Witchcraft in Assam

Toil and trouble

RANJITA BASUMATARY does not look much like a witch. Outside her home in Udalguri, a dusty town set amid the sun-baked plains of India's north-eastern state of Assam, she hangs a green gamosa scarf around your correspondent's neck and invites him in for tea. Five years ago, in early 2007, Mrs Basumatary was driven from her original home in a nearby village after her neighbours accused her of being a dain—the local term for a witch. Around 100 villagers surrounded her home and beat her with sticks, leaving her badly bloodied and bruised. After receiving death threats she fled, accompanied by her husband and her three young children.

The Assamese people mostly follow mainstream Hindu teachings, but tantric sects continue to offer up animals in ritual sacrifices to the mother goddess Shakti at hilltop temple to Kamakhaya. Ancient animist beliefs in the life force of rivers, trees and plants persist among the state's officially recognised tribes and sub-tribes (there are more than 60 of these). The arrival of Bengali-speaking Muslim migrants and the spread of Christianity among the tribes by American Baptist missionaries has not dispelled local superstitions: villagers still practice rituals aimed at warding off evil spirits.
In rural Assam the ojha, a traditional medicine man also known as the kabiraj, is revered for his supposed skills at countering black magic. According to traditional folklore, the medicine man learns his skills. Witches, however, are said to be born with their powers. This is a convenient distinction in what are typically patriarchal communities. It is rare to find a female ojha. "When a woman practices [traditional medicine] it's considered to be something evil," says Anjali Daimari, an expert on witchcraft at Gauhati University in the state's noisy capital, Guwahati.
In early-modern Europe and North America, witchcraft accusations often surfaced at times of great tension (the last witch panic in England took place during the Civil War).
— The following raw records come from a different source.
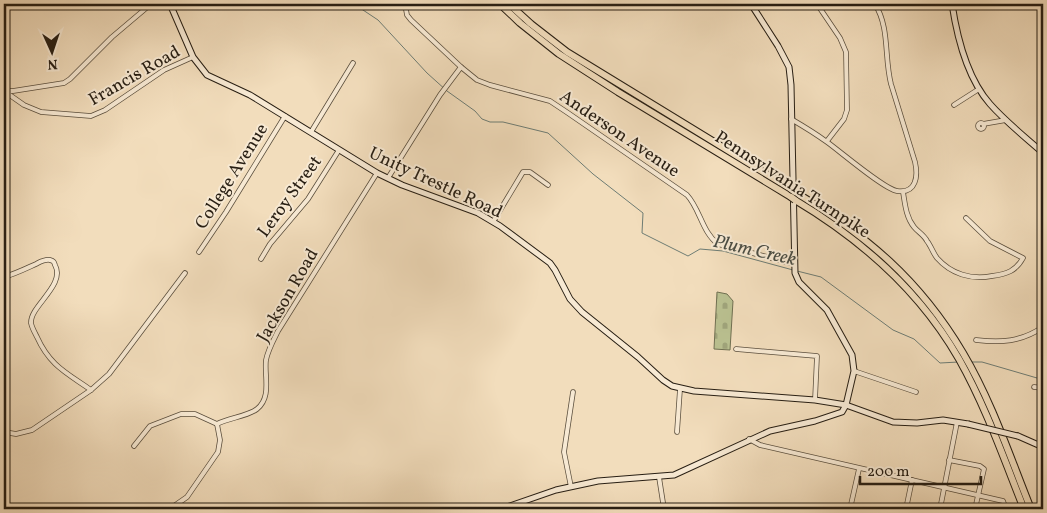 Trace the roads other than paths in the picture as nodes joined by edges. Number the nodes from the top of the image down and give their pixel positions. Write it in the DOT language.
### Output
graph roads {
  1 [pos="151,4"];
  2 [pos="170,4"];
  3 [pos="405,4"];
  4 [pos="500,4"];
  5 [pos="509,4"];
  6 [pos="751,4"];
  7 [pos="817,4"];
  8 [pos="875,4"];
  9 [pos="952,4"];
  10 [pos="193,57"];
  11 [pos="353,63"];
  12 [pos="461,67"];
  13 [pos="979,89"];
  14 [pos="4,91"];
  15 [pos="954,105"];
  16 [pos="285,116"];
  17 [pos="791,118"];
  18 [pos="1006,120"];
  19 [pos="983,124"];
  20 [pos="311,132"];
  21 [pos="827,142"];
  22 [pos="339,150"];
  23 [pos="1043,153"];
  24 [pos="377,173"];
  25 [pos="388,178"];
  26 [pos="548,185"];
  27 [pos="903,192"];
  28 [pos="793,194"];
  29 [pos="966,218"];
  30 [pos="493,222"];
  31 [pos="199,252"];
  32 [pos="261,259"];
  33 [pos="795,268"];
  34 [pos="185,272"];
  35 [pos="4,277"];
  36 [pos="1043,327"];
  37 [pos="976,340"];
  38 [pos="736,350"];
  39 [pos="854,370"];
  40 [pos="1034,387"];
  41 [pos="1043,388"];
  42 [pos="680,389"];
  43 [pos="91,390"];
  44 [pos="573,392"];
  45 [pos="916,392"];
  46 [pos="814,400"];
  47 [pos="846,405"];
  48 [pos="958,422"];
  49 [pos="217,424"];
  50 [pos="4,432"];
  51 [pos="678,432"];
  52 [pos="749,439"];
  53 [pos="134,446"];
  54 [pos="1043,447"];
  55 [pos="949,460"];
  56 [pos="859,469"];
  57 [pos="659,477"];
  58 [pos="912,480"];
  59 [pos="570,486"];
  60 [pos="944,486"];
  61 [pos="978,494"];
  62 [pos="104,509"];
  63 [pos="123,509"];
  64 [pos="166,509"];
  65 [pos="502,509"];
  66 [pos="664,509"];
  67 [pos="714,509"];
  68 [pos="747,509"];
  69 [pos="850,509"];
  70 [pos="906,509"];
  71 [pos="940,509"];
  72 [pos="975,509"];
  73 [pos="1006,509"];
  74 [pos="1024,509"];
  75 [pos="1031,509"];
  1 -- 14 [label="street"];
  2 -- 10 [label="street, Unity Trestle Road"];
  3 -- 12 [label="street, Anderson Avenue"];
  4 -- 28 [label="highway, Pennsylvania Turnpike"];
  5 -- 28 [label="highway, Pennsylvania Turnpike"];
  6 -- 17 [label="street"];
  7 -- 21 [label="street"];
  8 -- 27 [label="street"];
  9 -- 13 [label="street"];
  10 -- 14 [label="street, Francis Road"];
  10 -- 16 [label="street, Unity Trestle Road"];
  11 -- 20 [label="street"];
  12 -- 25 [label="street"];
  12 -- 33 [label="street, Anderson Avenue"];
  13 -- 15 [label="street"];
  13 -- 18 [label="street"];
  16 -- 20 [label="street, Unity Trestle Road"];
  16 -- 31 [label="street, College Avenue"];
  17 -- 21 [label="street"];
  17 -- 33 [label="street"];
  18 -- 19 [label="street"];
  18 -- 23 [label="street"];
  20 -- 22 [label="street, Unity Trestle Road"];
  21 -- 27 [label="street"];
  22 -- 24 [label="street, Unity Trestle Road"];
  22 -- 32 [label="street, Leroy Street"];
  24 -- 25 [label="street, Unity Trestle Road"];
  24 -- 49 [label="street, Jackson Road"];
  25 -- 30 [label="street, Unity Trestle Road"];
  26 -- 30 [label="street"];
  27 -- 29 [label="street"];
  28 -- 74 [label="highway, Pennsylvania Turnpike"];
  28 -- 75 [label="highway, Pennsylvania Turnpike"];
  30 -- 42 [label="street, Unity Trestle Road"];
  33 -- 39 [label="street"];
  34 -- 43 [label="street"];
  35 -- 43 [label="street"];
  36 -- 37 [label="street"];
  38 -- 46 [label="street"];
  39 -- 45 [label="street"];
  39 -- 47 [label="street"];
  40 -- 41 [label="street"];
  42 -- 46 [label="street, Unity Trestle Road"];
  42 -- 51 [label="street"];
  43 -- 50 [label="street"];
  44 -- 59 [label="street"];
  46 -- 47 [label="street, Unity Trestle Road"];
  47 -- 48 [label="street, Unity Trestle Road"];
  47 -- 52 [label="street"];
  48 -- 54 [label="street, Unity Trestle Road, bridge"];
  48 -- 55 [label="street"];
  49 -- 53 [label="street"];
  49 -- 64 [label="street"];
  52 -- 56 [label="street"];
  52 -- 57 [label="street"];
  55 -- 60 [label="street"];
  55 -- 61 [label="street"];
  56 -- 58 [label="street"];
  56 -- 69 [label="street"];
  57 -- 59 [label="street"];
  57 -- 66 [label="street"];
  58 -- 60 [label="street"];
  58 -- 70 [label="street"];
  59 -- 65 [label="street"];
  60 -- 61 [label="street"];
  60 -- 71 [label="street"];
  61 -- 72 [label="street"];
  61 -- 73 [label="street"];
  62 -- 63 [label="street"];
  67 -- 68 [label="street"];
} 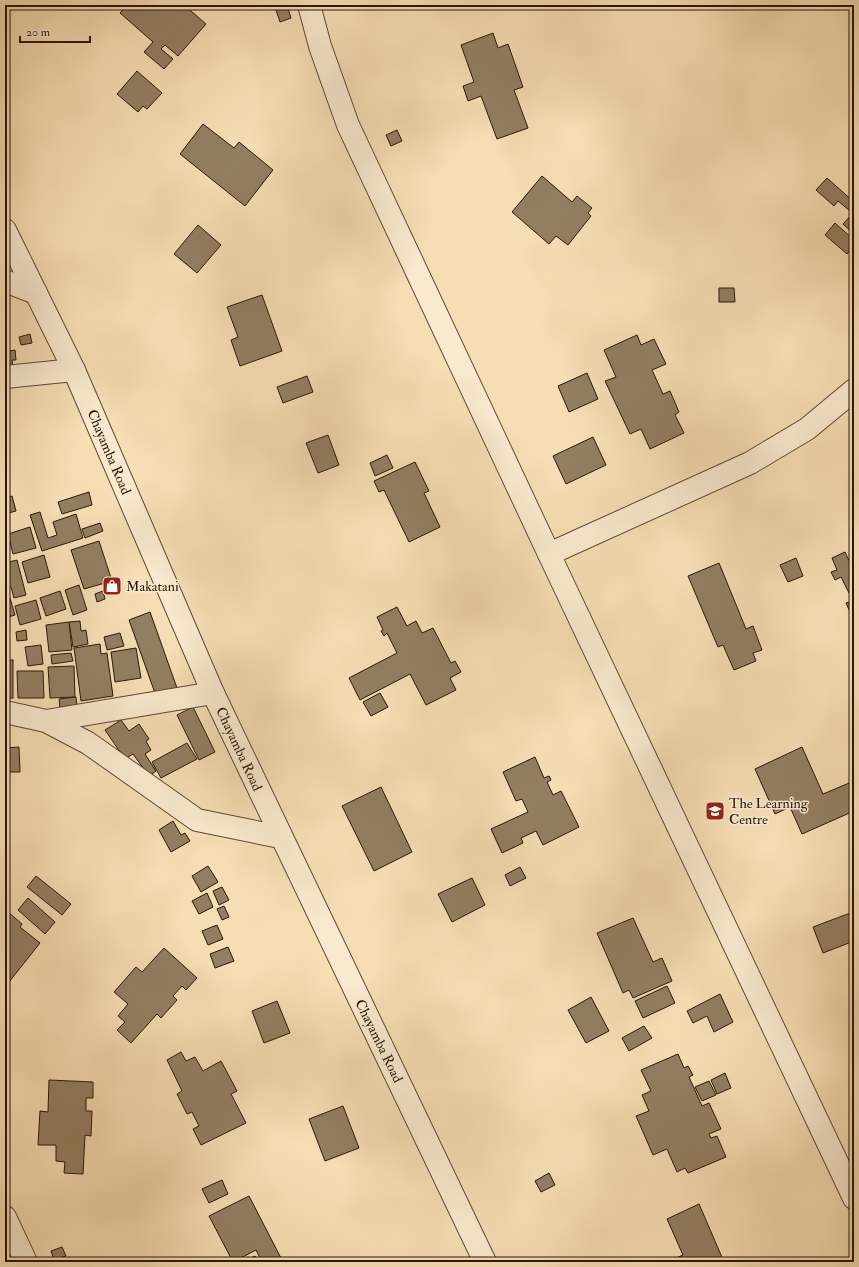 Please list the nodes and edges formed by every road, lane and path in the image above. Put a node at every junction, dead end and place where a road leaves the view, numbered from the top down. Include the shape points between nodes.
1 (309, 5) edge
2 (5, 230) edge
3 (5, 281) edge
4 (36, 293) junction
5 (74, 370) junction
6 (5, 377) edge
7 (854, 390) edge
8 (549, 554) junction
9 (213, 693) junction
10 (5, 712) edge
11 (46, 721) junction
12 (280, 837) junction
13 (854, 1198) edge
14 (5, 1217) edge
15 (26, 1262) edge
16 (485, 1262) edge

1 - 8 street via 320,46 348,125
2 - 4 street, Chayamba Road
3 - 4 street
4 - 5 street, Chayamba Road
5 - 6 street
5 - 9 street, Chayamba Road
7 - 8 street via 807,429 750,463
8 - 13 street
9 - 11 street
9 - 12 street, Chayamba Road
10 - 11 street
11 - 12 street via 88,743 196,820
12 - 16 street, Chayamba Road
14 - 15 street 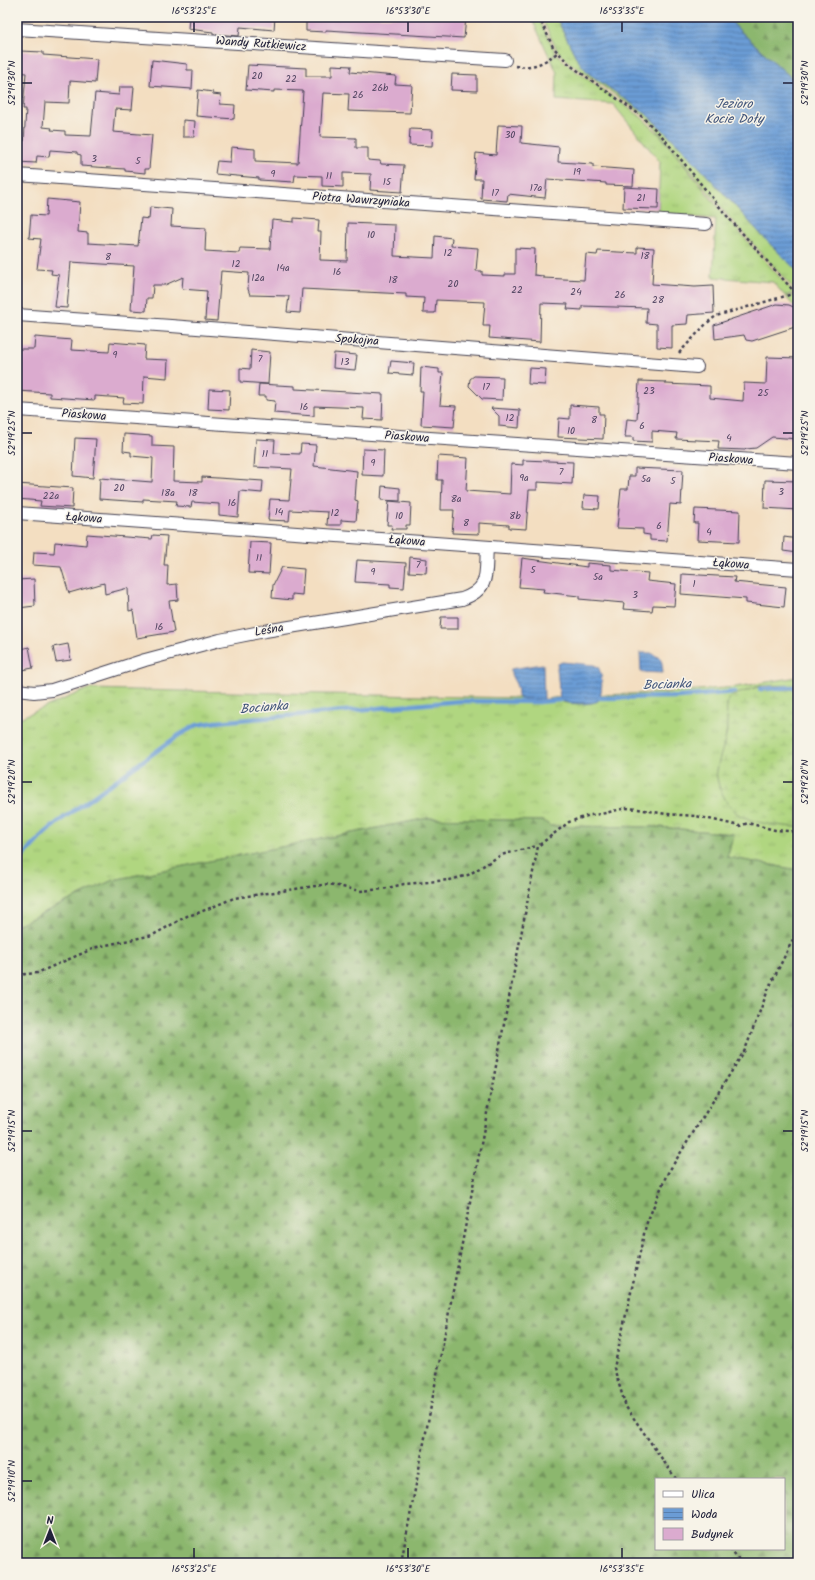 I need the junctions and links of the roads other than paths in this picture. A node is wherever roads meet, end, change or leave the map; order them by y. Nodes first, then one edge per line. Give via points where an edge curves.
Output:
1 (17, 29) edge
2 (508, 63) road end
3 (17, 175) edge
4 (706, 224) dead end
5 (17, 315) edge
6 (698, 367) dead end
7 (17, 410) edge
8 (798, 463) edge
9 (17, 513) edge
10 (487, 547) junction
11 (798, 569) edge
12 (17, 690) edge

1 - 2 street, Wandy Rutkiewicz
3 - 4 street, Piotra Wawrzyniaka
5 - 6 street, Spokojna
7 - 8 street, Piaskowa
9 - 10 street, Łąkowa
10 - 11 street, Łąkowa
10 - 12 street, Leśna via 484,584 472,596 220,640 145,660 52,690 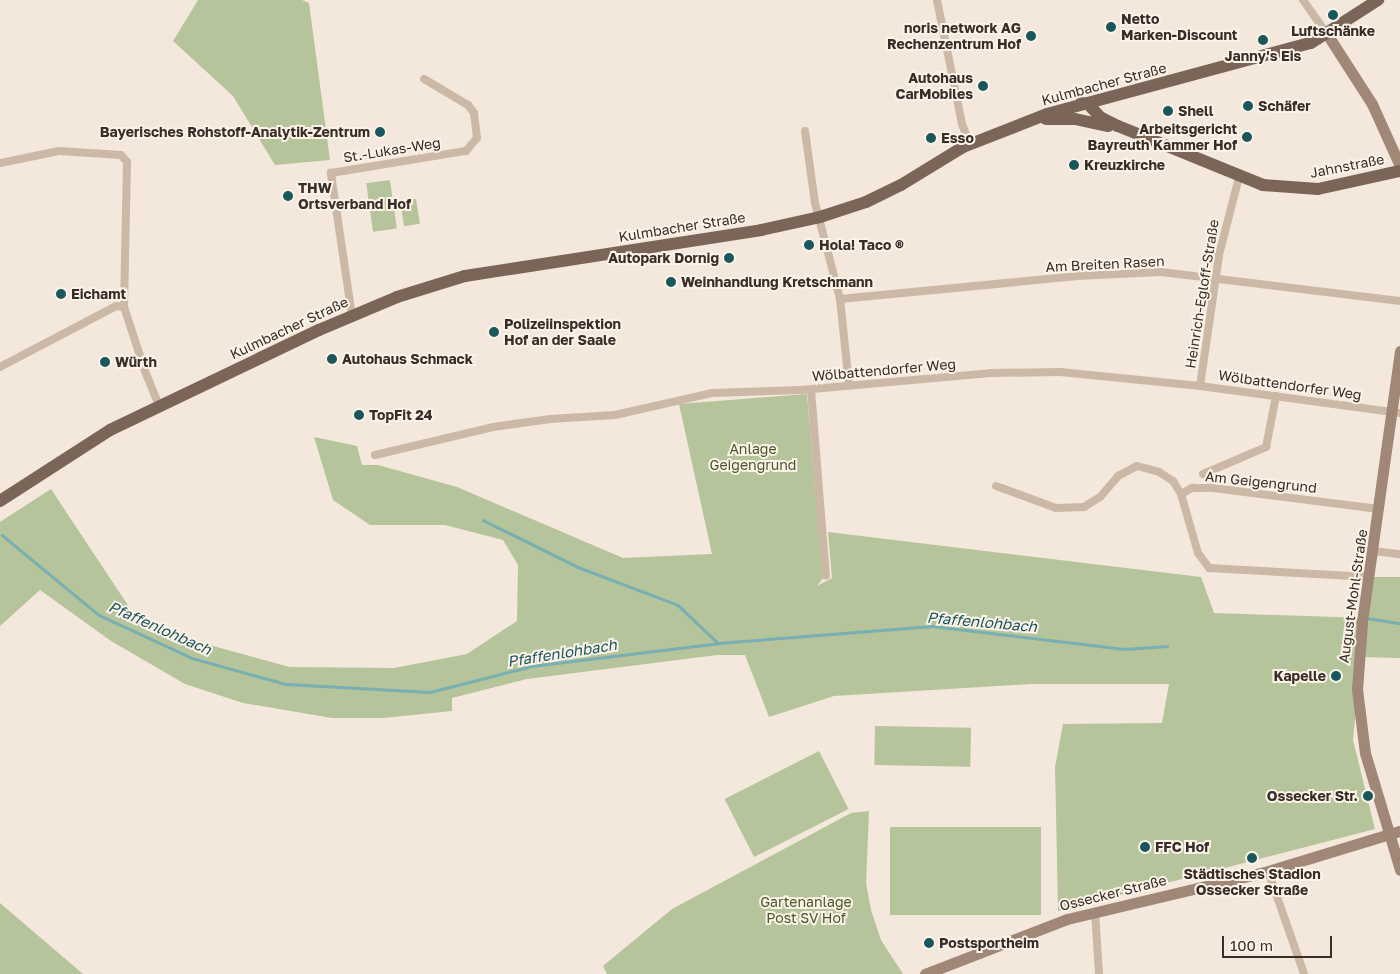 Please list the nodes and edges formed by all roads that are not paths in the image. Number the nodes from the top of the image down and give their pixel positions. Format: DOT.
graph roads {
  1 [pos="937,0"];
  2 [pos="1302,0"];
  3 [pos="1378,0"];
  4 [pos="1327,34"];
  5 [pos="424,79"];
  6 [pos="1081,103"];
  7 [pos="1030,121"];
  8 [pos="805,131"];
  9 [pos="1144,136"];
  10 [pos="970,145"];
  11 [pos="0,163"];
  12 [pos="1400,166"];
  13 [pos="1400,171"];
  14 [pos="1238,178"];
  15 [pos="820,216"];
  16 [pos="1216,278"];
  17 [pos="840,299"];
  18 [pos="1400,301"];
  19 [pos="124,307"];
  20 [pos="352,316"];
  21 [pos="1400,351"];
  22 [pos="0,367"];
  23 [pos="848,385"];
  24 [pos="1200,386"];
  25 [pos="810,390"];
  26 [pos="1276,396"];
  27 [pos="160,405"];
  28 [pos="1396,412"];
  29 [pos="375,455"];
  30 [pos="1203,474"];
  31 [pos="996,486"];
  32 [pos="1181,494"];
  33 [pos="0,501"];
  34 [pos="1379,509"];
  35 [pos="1374,551"];
  36 [pos="1400,554"];
  37 [pos="1202,561"];
  38 [pos="1206,571"];
  39 [pos="826,575"];
  40 [pos="1369,577"];
  41 [pos="1394,833"];
  42 [pos="1400,870"];
  43 [pos="1268,871"];
  44 [pos="1096,912"];
  45 [pos="925,974"];
  46 [pos="1100,974"];
  47 [pos="1304,974"];
  1 -- 10 [label="street"];
  2 -- 4 [label="street"];
  3 -- 4 [label="main road, Kulmbacher Straße"];
  4 -- 6 [label="main road, Kulmbacher Straße"];
  4 -- 12 [label="main road"];
  5 -- 20 [label="street, St.-Lukas-Weg"];
  6 -- 7 [label="main road, Kulmbacher Straße"];
  6 -- 9 [label="main road, Jahnstraße"];
  7 -- 9 [label="main road"];
  7 -- 10 [label="main road, Kulmbacher Straße"];
  8 -- 15 [label="street"];
  9 -- 14 [label="main road, Jahnstraße"];
  10 -- 15 [label="main road, Kulmbacher Straße"];
  11 -- 19 [label="street"];
  13 -- 14 [label="main road, Jahnstraße"];
  14 -- 16 [label="street, Heinrich-Egloff-Straße"];
  15 -- 17 [label="street"];
  15 -- 20 [label="main road, Kulmbacher Straße"];
  16 -- 17 [label="street, Am Breiten Rasen"];
  16 -- 18 [label="street, Am Breiten Rasen"];
  16 -- 24 [label="street, Heinrich-Egloff-Straße"];
  17 -- 23 [label="street"];
  19 -- 22 [label="street"];
  19 -- 27 [label="street"];
  20 -- 27 [label="main road, Kulmbacher Straße"];
  21 -- 28 [label="main road, August-Mohl-Straße"];
  23 -- 24 [label="street, Wölbattendorfer Weg"];
  23 -- 25 [label="street, Wölbattendorfer Weg"];
  24 -- 26 [label="street, Wölbattendorfer Weg"];
  25 -- 29 [label="street, Wölbattendorfer Weg"];
  25 -- 39 [label="street"];
  26 -- 28 [label="street, Wölbattendorfer Weg"];
  26 -- 30 [label="street, Am Geigengrund"];
  27 -- 33 [label="main road, Kulmbacher Straße"];
  28 -- 34 [label="main road, August-Mohl-Straße"];
  31 -- 32 [label="street"];
  32 -- 34 [label="street, Am Geigengrund"];
  32 -- 37 [label="street"];
  34 -- 35 [label="main road, August-Mohl-Straße"];
  35 -- 36 [label="street"];
  35 -- 40 [label="main road, August-Mohl-Straße"];
  37 -- 38 [label="street"];
  37 -- 40 [label="street"];
  40 -- 41 [label="main road, August-Mohl-Straße"];
  41 -- 42 [label="main road, August-Mohl-Straße"];
  41 -- 43 [label="main road, Ossecker Straße"];
  43 -- 44 [label="main road, Ossecker Straße"];
  43 -- 47 [label="street"];
  44 -- 45 [label="main road, Ossecker Straße"];
  44 -- 46 [label="street"];
}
This corner of Assam, situated north of the Brahmaputra river, where India's plains rise up into the foothills of the Himalayan kingdom of Bhutan, has been embroiled in a decades-old struggle for statehood by Assam's largest tribe, the Bodo (pronounced Boro).
A convoy of military vehicles drives along National Highway 52, which leads towards Udalguri from Guwahati. Soldiers in camouflaged fatigues patrol the mist-shrouded rice fields and jungle thickets that border the roadside. Later, the highway fills up with hundreds of student activists demanding the creation of a separate state. They ride on bicycles festooned with flags, their peaked caps and shirts emblazoned with stirring slogans: "Divide Assam 50/50", "No Bodoland No Rest", "To Do or Die for Bodoland". Security has improved in the past year or so, a result of co-ordinated campaigns against the separatists' bases in neighbouring Bhutan and Bangladesh. Several rebel leaders have been arrested and the insurgents are beset by infighting.
In the case of Mrs Basumatary, a devout Christian who does not believe in witchcraft, some local jealousy seems to have prompted the accusations. Her family had prospered and leased livestock to other villagers. This led to resentment. When children in the village fell sick, the ojha accused Mrs Basumatary of casting spells, after his own charms, potions and mantras had failed.
Sadly her case is not an isolated one.  According to local reports, at least 17 people were killed in witch hunts in Udalguri and the three other districts administered by the Bodoland Territorial Council (a self-governing body established as part of a 2003 peace agreement between the government and the now-disbanded Bodo Liberation Tigers).
Nor are accusations of withcraft confined to Assam—a point that people here make repeatedly for fear of being branded backward by their neighbours on the other side of the Siliguri corridor, as the narrow strip of territory that connects the relatively poor north-east to the rest of India is known. Still, Assam's authorities are growing increasingly concerned by the attacks.
In September 2011 the Assam State Commission for Women, which has a wide-ranging mandate to improve women's welfare, presented draft legislation to criminalise witch-hunting to the state's chief minister. "The criminals are not getting proper punishment," says Mridula Saharia, who stepped down recently as chair of the women's commission after serving two terms. "That's why we feel the legislation must be there." Three Indian states already criminalise witch-hunting: Bihar, Chattisgarh and Jharkhand. But convictions are not common, perhaps because witnesses fear that sticking up for supposed witches might lead villagers to turn on them.
Five years after fleeing their former home and abandoning most of their possessions, Mrs Basumatary and her family have rebuilt their lives. Today they live together in a small but comfortable concrete-built house opposite the primary school where Mrs Basumatary works as a teacher. But the long-lasting hurt inflicted by the ordeal is obvious from Mr Basumatary's teary eyes as he tells of his wife's beating. The family is still too scared to return to their old village.